In July 2024, she was named in the Dutch relay pool for the 2024 Summer Olympics. On 8 August 2024, she ran as part of the Dutch 4 × 100 m relay team in Paris which qualified for the final, alongside Minke Bisschops, Marije van Hunenstijn, and Tasa Jiya.

===2025===
She ran a personal best 7.24 seconds to finish runner-up over 60 metres at the 2025 Dutch indoor national championships in February 2025. Competing at the 2025 European Athletics Indoor Championships, she ran 7.32 seconds without progressing past her heat.

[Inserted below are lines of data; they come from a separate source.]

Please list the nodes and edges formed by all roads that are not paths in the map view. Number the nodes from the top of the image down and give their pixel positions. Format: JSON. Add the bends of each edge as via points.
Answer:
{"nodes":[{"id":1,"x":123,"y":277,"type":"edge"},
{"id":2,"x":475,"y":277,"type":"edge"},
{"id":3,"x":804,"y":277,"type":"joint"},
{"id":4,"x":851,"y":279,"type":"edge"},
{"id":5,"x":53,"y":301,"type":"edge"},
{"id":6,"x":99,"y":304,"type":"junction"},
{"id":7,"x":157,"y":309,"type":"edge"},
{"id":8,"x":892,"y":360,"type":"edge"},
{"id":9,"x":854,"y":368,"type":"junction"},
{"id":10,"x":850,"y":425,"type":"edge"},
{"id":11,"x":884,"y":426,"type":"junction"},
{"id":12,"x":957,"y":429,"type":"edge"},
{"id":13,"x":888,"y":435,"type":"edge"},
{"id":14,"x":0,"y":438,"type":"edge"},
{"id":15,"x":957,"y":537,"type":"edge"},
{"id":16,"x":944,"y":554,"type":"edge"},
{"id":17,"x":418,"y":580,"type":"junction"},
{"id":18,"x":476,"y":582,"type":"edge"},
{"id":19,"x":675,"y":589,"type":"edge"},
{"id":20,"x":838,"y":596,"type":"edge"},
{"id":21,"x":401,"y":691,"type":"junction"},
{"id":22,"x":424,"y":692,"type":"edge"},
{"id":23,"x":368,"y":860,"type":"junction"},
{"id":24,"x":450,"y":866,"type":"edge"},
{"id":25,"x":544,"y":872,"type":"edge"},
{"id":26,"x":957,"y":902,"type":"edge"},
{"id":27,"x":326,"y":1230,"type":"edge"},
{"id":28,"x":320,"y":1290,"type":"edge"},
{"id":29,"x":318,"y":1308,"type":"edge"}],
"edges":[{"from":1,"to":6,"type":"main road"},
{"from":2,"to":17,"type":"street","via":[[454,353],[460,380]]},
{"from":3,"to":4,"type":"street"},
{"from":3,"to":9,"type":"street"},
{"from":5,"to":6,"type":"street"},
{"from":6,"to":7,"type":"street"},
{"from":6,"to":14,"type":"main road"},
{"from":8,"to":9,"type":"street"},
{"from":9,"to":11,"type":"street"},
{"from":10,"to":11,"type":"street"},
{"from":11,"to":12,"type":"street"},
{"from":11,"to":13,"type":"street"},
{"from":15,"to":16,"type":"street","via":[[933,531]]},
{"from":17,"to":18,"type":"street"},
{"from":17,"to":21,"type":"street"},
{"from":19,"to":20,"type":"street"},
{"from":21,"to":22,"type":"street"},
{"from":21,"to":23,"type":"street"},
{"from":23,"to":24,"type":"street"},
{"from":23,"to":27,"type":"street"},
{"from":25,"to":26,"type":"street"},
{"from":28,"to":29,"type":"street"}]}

She was a member of the Dutch 4 x 100 metres team which placed fourth at the 2025 European Athletics U23 Championships in Bergen, Norway. She was selected for the Dutch team for the 2025 World Athletics Championships in Tokyo, Japan, running as part of the women's 4 x 100 metres relay team in September 2025.

===2026===
On 1 March 2026, van den Berg won the 200 metres at the Dutch Indoor Athletics Championships in Apeldoorn. She also placed third in the 60 metres final at the championships. She competed with the Dutch squad at the 2026 World Athletics Relays in Gaborone, Botswana. On 25 July, she won the Dutch Championships in Hengelo over 100 metres with a personal best time of 11.32 seconds. She competed for the Netherlands at the 2026 European Athletics Championships.

==Personal life==
She was born in Amstelveen, and started her athletics career at Athletics Association Amstelveen. She attended secondary school at Amstelveen College. Her family moved to Aalsmeer in 2019. She is a member of the Athletics club Phanos in Amsterdam. She has a brother, and a sister, Milou, who is also an athlete and who has competed in shot put and hurdles.